Avacta Group plc, the developer of Affimer biotherapeutics and research reagents,  has announced positive results from the first preclinical in-vivo studies of its therapeutic Affimer molecules. The results meaningfully de-risk the development of the technology as a therapeutic platform; demonstrating that Affimer molecules possess good drug-like properties in terms of efficacy, serum half-life and tolerability.

Two parallel in-vivo pre-clinical studies have been completed. The first, a pharmacokinetics study looking at both human and mouse PD-L1 Affimer inhibitors engineered as Fc fusions, showed that Affimer molecules have good in-vivo serum half-lives and are well tolerated at the clinically relevant doses used in the study.

The second was an efficacy study using a mouse PD-L1 specific Affimer molecule in a syngeneic tumour model. In this study the Affimer PD-L1 inhibitor produced a statistically significant reduction in tumour growth demonstrating the bioavailability and functionality of the Affimer molecule in tumours in-vivo. No adverse effects were observed.
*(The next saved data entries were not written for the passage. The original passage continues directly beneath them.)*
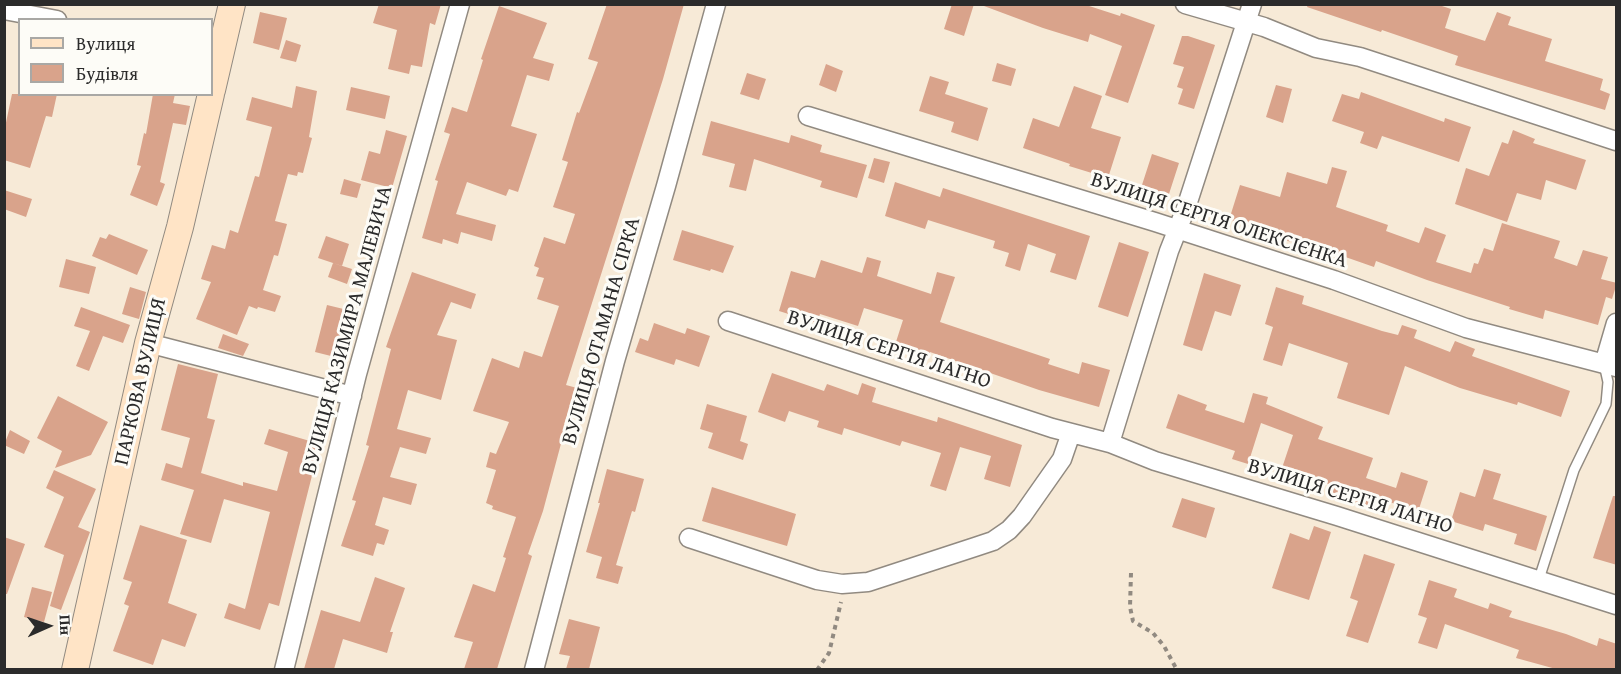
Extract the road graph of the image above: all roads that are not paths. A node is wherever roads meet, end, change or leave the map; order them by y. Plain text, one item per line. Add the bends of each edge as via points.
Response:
1 (232, 4) edge
2 (460, 4) edge
3 (716, 4) edge
4 (1185, 4) edge
5 (1252, 4) edge
6 (4, 10) edge
7 (46, 18) edge
8 (1246, 22) junction
9 (216, 48) edge
10 (213, 74) edge
11 (210, 96) edge
12 (808, 116) dead end
13 (1617, 141) edge
14 (1178, 230) junction
15 (728, 321) dead end
16 (1617, 323) edge
17 (148, 344) junction
18 (1610, 365) edge
19 (352, 396) junction
20 (1071, 433) junction
21 (1110, 442) junction
22 (689, 538) dead end
23 (1539, 579) junction
24 (1617, 605) edge
25 (75, 669) edge
26 (284, 669) edge
27 (534, 669) edge

1 - 9 street, ПАРКОВА ВУЛИЦЯ
2 - 19 street, ВУЛИЦЯ КАЗИМИРА МАЛЕВИЧА
3 - 27 street, ВУЛИЦЯ ОТАМАНА СІРКА via 615,361
4 - 8 street
5 - 8 street
6 - 7 street
8 - 13 street via 1316,48 1360,57
8 - 14 street
9 - 10 street, ПАРКОВА ВУЛИЦЯ
11 - 17 street, ПАРКОВА ВУЛИЦЯ
12 - 14 street, ВУЛИЦЯ СЕРГІЯ ОЛЕКСІЄНКА
14 - 18 street, ВУЛИЦЯ СЕРГІЯ ОЛЕКСІЄНКА via 1466,328
14 - 21 street
15 - 20 street, ВУЛИЦЯ СЕРГІЯ ЛАГНО
16 - 18 street
17 - 19 street
17 - 25 street, ПАРКОВА ВУЛИЦЯ
18 - 23 lane via 1606,404 1574,470
19 - 26 street, ВУЛИЦЯ КАЗИМИРА МАЛЕВИЧА
20 - 21 street, ВУЛИЦЯ СЕРГІЯ ЛАГНО
20 - 22 street via 1062,459 1009,530 993,541 868,582 842,584 817,580
21 - 23 street, ВУЛИЦЯ СЕРГІЯ ЛАГНО via 1161,462
23 - 24 street, ВУЛИЦЯ СЕРГІЯ ЛАГНО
Alastair Smith, Avacta Group chief executive commented: “These results demonstrate that Affimer molecules possess good in-vivo drug-like properties in terms of efficacy, serum half-life and tolerability which is a hugely important milestone in the development and de-risking of the technology as a therapeutic platform. From the initial screening process for the Affimer binders we have been able to rapidly progress to evaluating them in in-vivo models, highlighting another major advantage of the technology. We are very encouraged by these initial positive results and will continue to focus on developing both our internal and partnered therapeutic programs towards clinical validation.”
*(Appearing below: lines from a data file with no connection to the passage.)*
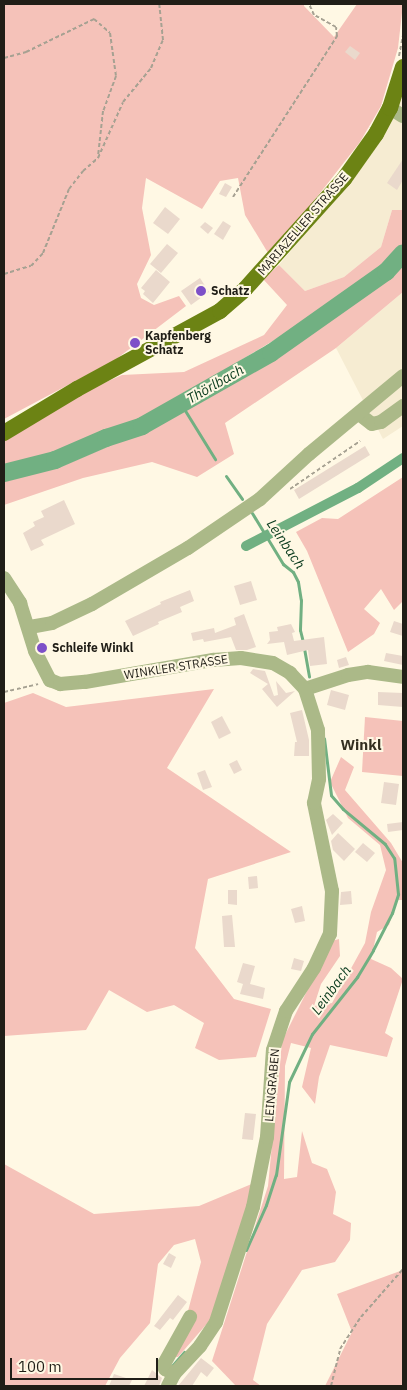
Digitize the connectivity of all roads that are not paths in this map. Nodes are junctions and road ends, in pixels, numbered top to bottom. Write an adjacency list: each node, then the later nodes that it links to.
1 (400, 64): 2 (main road, MARIAZELLER STRASSE)
2 (397, 112): 6 (main road, MARIAZELLER STRASSE)
3 (403, 376): 5 (street)
4 (403, 406): 5 (street)
5 (360, 414): 8 (street)
6 (4, 433)
7 (4, 578): 8 (street)
8 (30, 628): 10 (street, WINKLER STRASSE)
9 (403, 677): 10 (street)
10 (305, 688): 12 (street, LEINGRABEN)
11 (190, 1317): 12 (street)
12 (170, 1376)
PD-L1 (Programmed Death-Ligand 1) is part of the ‘immune checkpoint’ (ICs) target family. The normal function of ICs is to help to regulate the immune system and to prevent its over-activation towards healthy cells. Tumour cells often can take advantage of this system to “switch-off” and evade the immune system. By specifically targeting certain proteins involved with these pathways, it is possible to reactivate the patients’ own immune system and so destroy the cancer cell.
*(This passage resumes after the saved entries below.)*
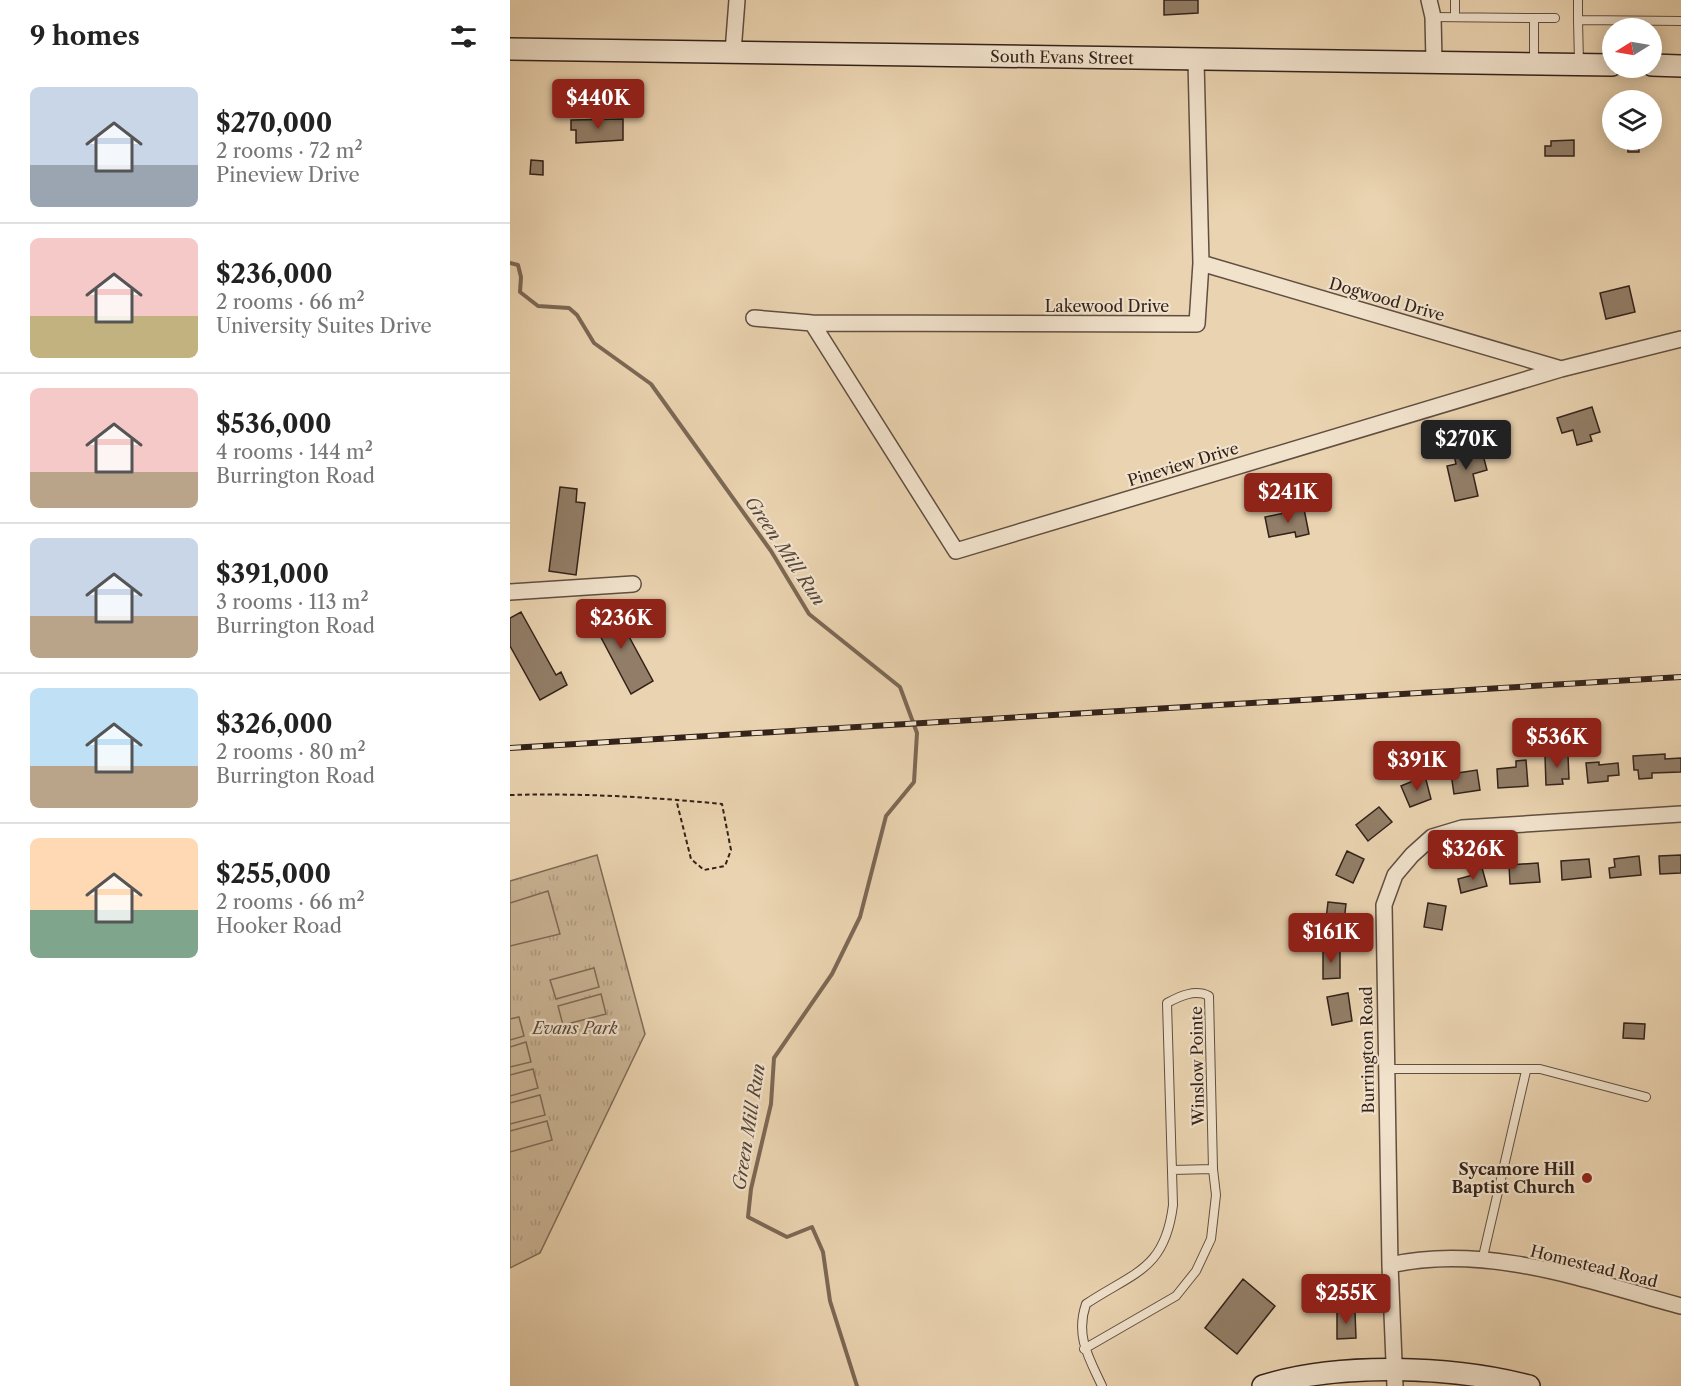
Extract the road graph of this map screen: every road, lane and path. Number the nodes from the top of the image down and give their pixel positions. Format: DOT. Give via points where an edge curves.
graph roads {
  1 [pos="737,0"];
  2 [pos="1429,0"];
  3 [pos="1455,0"];
  4 [pos="1578,0"];
  5 [pos="1455,16"];
  6 [pos="1433,17"];
  7 [pos="1534,18"];
  8 [pos="1555,18"];
  9 [pos="1578,20"];
  10 [pos="1681,21"];
  11 [pos="510,50"];
  12 [pos="734,52"];
  13 [pos="1196,61"];
  14 [pos="1434,62"];
  15 [pos="1534,64"];
  16 [pos="1579,64"];
  17 [pos="1602,65"];
  18 [pos="1662,65"];
  19 [pos="1681,66"];
  20 [pos="1202,263"];
  21 [pos="754,318"];
  22 [pos="812,323"];
  23 [pos="1681,339"];
  24 [pos="1562,369"];
  25 [pos="633,584"];
  26 [pos="510,592"];
  27 [pos="510,795"];
  28 [pos="675,799"];
  29 [pos="1681,814"];
  30 [pos="1386,1069"];
  31 [pos="1526,1071"];
  32 [pos="1646,1096"];
  33 [pos="1213,1169"];
  34 [pos="1172,1170"];
  35 [pos="1482,1261"];
  36 [pos="1390,1265"];
  37 [pos="1681,1306"];
  38 [pos="1084,1349"];
  39 [pos="1396,1378"];
  40 [pos="1102,1386"];
  41 [pos="1263,1386"];
  42 [pos="1529,1386"];
  1 -- 12 [label="street"];
  2 -- 6 [label="street"];
  3 -- 5 [label="lane"];
  4 -- 9 [label="lane"];
  5 -- 6 [label="lane"];
  5 -- 7 [label="lane"];
  6 -- 14 [label="street"];
  7 -- 8 [label="lane"];
  7 -- 15 [label="lane"];
  9 -- 10 [label="lane"];
  9 -- 16 [label="lane"];
  11 -- 12 [label="main road, South Evans Street"];
  12 -- 13 [label="main road, South Evans Street"];
  13 -- 14 [label="main road, South Evans Street"];
  13 -- 20 [label="street, Lakewood Drive"];
  14 -- 15 [label="main road, South Evans Street"];
  15 -- 16 [label="main road, South Evans Street"];
  16 -- 17 [label="main road, South Evans Street"];
  18 -- 19 [label="main road"];
  20 -- 22 [label="street, Lakewood Drive" via="1197,324"];
  20 -- 24 [label="street, Dogwood Drive"];
  21 -- 22 [label="street, Lakewood Drive"];
  22 -- 24 [label="street, Pineview Drive" via="956,551"];
  23 -- 24 [label="street, Pineview Drive"];
  25 -- 26 [label="street"];
  27 -- 28 [label="path" via="584,793"];
  28 -- 28 [label="path" via="722,804 731,850 724,866 704,870 691,860"];
  29 -- 30 [label="street, Burrington Road" via="1462,828 1432,837 1395,874 1384,905"];
  30 -- 31 [label="lane"];
  30 -- 36 [label="street, Burrington Road"];
  31 -- 32 [label="lane" via="1540,1069"];
  31 -- 35 [label="lane"];
  33 -- 34 [label="lane"];
  33 -- 34 [label="lane, Winslow Pointe" via="1209,996 1202,992 1180,995 1167,1003"];
  33 -- 38 [label="lane, Winslow Pointe" via="1216,1195 1211,1239 1196,1271 1176,1296"];
  34 -- 38 [label="lane, Winslow Pointe" via="1173,1205 1162,1248 1149,1265 1086,1304 1080,1331"];
  35 -- 36 [label="street, Homestead Road" via="1453,1258"];
  35 -- 37 [label="street, Homestead Road" via="1545,1269"];
  36 -- 39 [label="street, Burrington Road"];
  38 -- 40 [label="lane, Winslow Pointe"];
  39 -- 41 [label="main road" via="1328,1372"];
  39 -- 42 [label="main road" via="1486,1375"];
}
Fc (fragment crystallisable region of an antibody) fusions are a well-established approach to artificially extend the in vivo serum half-life of small therapeutic protein scaffolds. The Affimer biotherapeutic is genetically fused to the Fc region, replacing the normally larger antigen binding arms usually found in the antibody. In this way the Affimer biotherapeutic Fc fusion is maintained in the circulation by being captured and recycled back into the bloodstream in a similar manor to an antibody.
A syngeneic tumour model uses tumour tissues derived from the same strain of mouse as that being used to run the disease model. In this case, cancerous mouse cells (CT26 cell line derived from BALB/c mice) were implanted into healthy BALB/c mice to create the cancer model. This allows the pre-clinical efficacy evaluation of cancer immunotherapeutic leads, including immune checkpoint inhibitors and cancer vaccines, to be evaluated.